### Assignment
What lines below mention the word "الكويت"? Copy each one.

### Source data
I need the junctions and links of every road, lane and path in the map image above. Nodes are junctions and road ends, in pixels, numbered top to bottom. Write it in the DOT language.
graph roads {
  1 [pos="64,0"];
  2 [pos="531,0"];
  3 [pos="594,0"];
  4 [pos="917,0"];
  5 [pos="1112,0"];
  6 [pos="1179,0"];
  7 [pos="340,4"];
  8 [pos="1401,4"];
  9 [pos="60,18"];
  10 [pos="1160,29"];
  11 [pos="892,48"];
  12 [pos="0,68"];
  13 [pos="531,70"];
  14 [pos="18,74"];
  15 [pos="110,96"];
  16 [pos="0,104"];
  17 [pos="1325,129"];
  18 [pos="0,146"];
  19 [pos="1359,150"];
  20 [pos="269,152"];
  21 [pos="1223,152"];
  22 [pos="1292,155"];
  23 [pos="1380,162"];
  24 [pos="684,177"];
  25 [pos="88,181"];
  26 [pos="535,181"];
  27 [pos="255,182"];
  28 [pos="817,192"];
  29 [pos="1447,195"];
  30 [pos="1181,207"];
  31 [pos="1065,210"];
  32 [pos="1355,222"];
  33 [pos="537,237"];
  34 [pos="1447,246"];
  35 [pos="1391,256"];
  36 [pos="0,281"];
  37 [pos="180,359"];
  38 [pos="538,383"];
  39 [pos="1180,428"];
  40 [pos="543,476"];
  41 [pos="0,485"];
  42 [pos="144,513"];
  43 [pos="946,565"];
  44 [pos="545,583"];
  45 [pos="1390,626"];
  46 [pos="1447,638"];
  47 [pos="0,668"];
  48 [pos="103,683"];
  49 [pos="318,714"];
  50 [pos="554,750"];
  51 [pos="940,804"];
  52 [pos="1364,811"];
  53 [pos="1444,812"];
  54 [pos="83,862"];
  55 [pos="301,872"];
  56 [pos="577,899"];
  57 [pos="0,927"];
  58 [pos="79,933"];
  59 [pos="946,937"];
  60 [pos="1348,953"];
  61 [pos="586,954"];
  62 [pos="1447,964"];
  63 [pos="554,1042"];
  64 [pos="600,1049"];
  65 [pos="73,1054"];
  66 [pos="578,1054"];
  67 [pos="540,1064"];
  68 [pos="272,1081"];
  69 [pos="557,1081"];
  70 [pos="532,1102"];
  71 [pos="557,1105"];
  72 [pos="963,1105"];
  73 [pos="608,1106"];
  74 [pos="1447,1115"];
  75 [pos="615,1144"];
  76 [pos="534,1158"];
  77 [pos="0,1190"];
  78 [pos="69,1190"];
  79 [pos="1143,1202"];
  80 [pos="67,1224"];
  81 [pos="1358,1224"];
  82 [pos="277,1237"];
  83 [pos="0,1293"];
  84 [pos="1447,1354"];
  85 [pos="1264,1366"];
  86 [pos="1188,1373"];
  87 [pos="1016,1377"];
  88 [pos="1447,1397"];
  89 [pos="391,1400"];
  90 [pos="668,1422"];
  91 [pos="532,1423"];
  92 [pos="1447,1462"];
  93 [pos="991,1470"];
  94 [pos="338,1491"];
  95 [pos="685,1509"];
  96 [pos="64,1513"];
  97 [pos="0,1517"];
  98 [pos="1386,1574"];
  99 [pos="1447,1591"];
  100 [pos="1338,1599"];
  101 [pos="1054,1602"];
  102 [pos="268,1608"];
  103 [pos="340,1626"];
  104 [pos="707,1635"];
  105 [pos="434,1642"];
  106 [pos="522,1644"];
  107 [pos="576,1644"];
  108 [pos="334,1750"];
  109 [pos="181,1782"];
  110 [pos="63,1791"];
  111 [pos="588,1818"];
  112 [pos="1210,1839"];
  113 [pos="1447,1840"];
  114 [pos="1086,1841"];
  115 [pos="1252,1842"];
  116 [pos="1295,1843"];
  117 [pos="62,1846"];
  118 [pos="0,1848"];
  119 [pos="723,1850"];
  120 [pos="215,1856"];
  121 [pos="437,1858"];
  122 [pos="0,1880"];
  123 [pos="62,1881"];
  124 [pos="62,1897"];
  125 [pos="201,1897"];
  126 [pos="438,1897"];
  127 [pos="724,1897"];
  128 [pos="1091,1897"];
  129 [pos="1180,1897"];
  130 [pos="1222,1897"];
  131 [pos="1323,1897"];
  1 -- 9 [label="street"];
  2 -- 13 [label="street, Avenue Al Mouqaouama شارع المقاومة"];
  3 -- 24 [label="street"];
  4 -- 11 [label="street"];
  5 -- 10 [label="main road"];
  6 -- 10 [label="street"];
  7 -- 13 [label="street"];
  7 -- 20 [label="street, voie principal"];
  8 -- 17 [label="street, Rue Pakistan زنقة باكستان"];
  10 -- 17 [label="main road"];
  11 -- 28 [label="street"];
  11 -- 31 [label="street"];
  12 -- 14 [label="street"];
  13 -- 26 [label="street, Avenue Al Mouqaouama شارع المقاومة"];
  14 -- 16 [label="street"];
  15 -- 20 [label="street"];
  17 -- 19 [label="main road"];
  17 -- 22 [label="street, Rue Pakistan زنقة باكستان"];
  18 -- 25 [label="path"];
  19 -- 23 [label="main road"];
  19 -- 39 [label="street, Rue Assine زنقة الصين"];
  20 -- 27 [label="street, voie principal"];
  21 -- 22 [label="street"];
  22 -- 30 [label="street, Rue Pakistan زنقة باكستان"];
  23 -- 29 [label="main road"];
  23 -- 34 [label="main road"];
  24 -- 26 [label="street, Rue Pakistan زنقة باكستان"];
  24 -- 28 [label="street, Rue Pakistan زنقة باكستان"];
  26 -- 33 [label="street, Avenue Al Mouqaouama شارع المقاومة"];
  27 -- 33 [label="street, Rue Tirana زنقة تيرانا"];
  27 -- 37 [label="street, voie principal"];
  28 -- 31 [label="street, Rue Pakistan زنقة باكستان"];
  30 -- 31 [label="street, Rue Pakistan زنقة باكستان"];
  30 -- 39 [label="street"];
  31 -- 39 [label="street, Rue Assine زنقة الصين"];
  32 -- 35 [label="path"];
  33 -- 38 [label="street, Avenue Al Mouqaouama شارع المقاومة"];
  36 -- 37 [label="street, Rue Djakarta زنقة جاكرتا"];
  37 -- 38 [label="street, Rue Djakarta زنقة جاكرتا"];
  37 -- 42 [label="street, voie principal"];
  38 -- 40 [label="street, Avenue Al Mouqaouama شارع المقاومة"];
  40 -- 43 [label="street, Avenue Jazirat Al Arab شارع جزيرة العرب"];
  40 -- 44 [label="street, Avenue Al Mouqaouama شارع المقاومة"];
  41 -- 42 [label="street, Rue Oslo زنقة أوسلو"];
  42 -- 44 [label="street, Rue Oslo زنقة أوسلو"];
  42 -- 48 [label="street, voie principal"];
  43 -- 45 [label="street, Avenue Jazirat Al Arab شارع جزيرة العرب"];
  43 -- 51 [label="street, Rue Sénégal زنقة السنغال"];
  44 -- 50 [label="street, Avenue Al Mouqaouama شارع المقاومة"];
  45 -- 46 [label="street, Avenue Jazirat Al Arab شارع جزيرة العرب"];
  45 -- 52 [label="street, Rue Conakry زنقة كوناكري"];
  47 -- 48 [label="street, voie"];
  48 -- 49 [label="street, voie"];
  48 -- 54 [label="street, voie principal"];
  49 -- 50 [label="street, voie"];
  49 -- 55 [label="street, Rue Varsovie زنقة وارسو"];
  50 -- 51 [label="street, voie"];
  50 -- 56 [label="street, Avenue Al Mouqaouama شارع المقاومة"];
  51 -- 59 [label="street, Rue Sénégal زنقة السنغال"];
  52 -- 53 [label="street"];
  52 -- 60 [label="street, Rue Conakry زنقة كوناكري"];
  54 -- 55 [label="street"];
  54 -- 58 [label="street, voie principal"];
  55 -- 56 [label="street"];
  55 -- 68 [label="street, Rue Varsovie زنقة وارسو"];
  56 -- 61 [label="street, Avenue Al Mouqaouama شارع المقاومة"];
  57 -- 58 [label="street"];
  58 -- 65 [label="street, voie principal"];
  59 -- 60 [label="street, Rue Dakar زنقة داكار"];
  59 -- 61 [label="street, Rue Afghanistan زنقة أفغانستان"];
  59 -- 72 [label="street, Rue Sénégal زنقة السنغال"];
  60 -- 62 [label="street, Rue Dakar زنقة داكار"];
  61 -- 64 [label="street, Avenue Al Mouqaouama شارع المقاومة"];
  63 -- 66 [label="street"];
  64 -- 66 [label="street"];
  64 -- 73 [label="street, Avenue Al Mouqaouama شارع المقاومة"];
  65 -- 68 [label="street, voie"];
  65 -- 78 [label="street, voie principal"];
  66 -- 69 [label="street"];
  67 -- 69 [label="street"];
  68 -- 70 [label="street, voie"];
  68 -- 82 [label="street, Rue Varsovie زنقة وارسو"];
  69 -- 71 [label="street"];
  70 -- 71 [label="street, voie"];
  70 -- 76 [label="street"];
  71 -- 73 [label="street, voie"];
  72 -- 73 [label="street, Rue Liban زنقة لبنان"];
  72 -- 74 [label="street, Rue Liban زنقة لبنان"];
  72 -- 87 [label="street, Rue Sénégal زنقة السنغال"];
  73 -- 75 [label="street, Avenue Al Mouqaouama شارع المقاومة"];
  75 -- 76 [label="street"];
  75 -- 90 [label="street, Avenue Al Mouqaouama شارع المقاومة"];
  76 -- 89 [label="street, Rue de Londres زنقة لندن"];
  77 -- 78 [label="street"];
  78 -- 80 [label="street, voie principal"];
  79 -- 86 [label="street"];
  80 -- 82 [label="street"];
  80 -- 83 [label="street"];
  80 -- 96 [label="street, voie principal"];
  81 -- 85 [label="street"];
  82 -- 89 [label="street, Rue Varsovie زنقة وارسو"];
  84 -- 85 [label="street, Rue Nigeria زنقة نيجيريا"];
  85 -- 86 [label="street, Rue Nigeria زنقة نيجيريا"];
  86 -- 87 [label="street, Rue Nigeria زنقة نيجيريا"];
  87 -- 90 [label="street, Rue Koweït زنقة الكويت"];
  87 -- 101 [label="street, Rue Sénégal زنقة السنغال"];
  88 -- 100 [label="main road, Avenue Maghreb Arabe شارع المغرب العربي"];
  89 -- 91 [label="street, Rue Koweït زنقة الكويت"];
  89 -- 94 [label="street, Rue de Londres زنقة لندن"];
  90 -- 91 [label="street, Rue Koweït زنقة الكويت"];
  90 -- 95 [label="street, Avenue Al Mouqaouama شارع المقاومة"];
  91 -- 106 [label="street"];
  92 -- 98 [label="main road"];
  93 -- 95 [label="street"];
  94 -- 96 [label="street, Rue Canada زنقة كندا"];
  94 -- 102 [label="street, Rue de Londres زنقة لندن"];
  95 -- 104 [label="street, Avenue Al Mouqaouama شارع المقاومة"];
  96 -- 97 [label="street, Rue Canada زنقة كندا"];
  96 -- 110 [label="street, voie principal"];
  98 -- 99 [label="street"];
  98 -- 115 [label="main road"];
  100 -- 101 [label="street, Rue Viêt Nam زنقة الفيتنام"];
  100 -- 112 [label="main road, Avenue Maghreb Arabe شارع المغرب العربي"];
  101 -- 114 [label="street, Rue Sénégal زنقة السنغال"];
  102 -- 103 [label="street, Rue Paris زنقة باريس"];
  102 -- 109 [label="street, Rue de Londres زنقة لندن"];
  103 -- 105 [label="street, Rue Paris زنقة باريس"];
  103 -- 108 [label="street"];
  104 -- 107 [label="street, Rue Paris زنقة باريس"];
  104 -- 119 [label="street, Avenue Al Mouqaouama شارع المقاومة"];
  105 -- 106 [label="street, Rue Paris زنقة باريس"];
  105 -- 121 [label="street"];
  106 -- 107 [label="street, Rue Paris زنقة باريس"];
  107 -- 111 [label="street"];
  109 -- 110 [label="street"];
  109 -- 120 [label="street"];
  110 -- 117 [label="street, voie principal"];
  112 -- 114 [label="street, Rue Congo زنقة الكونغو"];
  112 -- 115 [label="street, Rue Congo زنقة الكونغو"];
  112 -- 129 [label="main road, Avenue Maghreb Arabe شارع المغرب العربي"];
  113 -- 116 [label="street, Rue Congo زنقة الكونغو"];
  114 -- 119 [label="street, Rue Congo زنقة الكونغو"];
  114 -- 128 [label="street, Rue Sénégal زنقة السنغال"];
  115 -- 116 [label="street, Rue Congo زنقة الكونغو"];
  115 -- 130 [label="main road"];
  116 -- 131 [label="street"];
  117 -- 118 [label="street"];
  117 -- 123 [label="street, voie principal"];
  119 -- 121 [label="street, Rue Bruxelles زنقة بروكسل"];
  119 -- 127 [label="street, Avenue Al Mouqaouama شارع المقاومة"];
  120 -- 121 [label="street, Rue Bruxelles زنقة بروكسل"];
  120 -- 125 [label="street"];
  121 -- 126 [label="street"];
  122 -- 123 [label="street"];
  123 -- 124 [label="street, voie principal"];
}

### Output of the exercise
  87 -- 90 [label="street, Rue Koweït زنقة الكويت"];
  89 -- 91 [label="street, Rue Koweït زنقة الكويت"];
  90 -- 91 [label="street, Rue Koweït زنقة الكويت"];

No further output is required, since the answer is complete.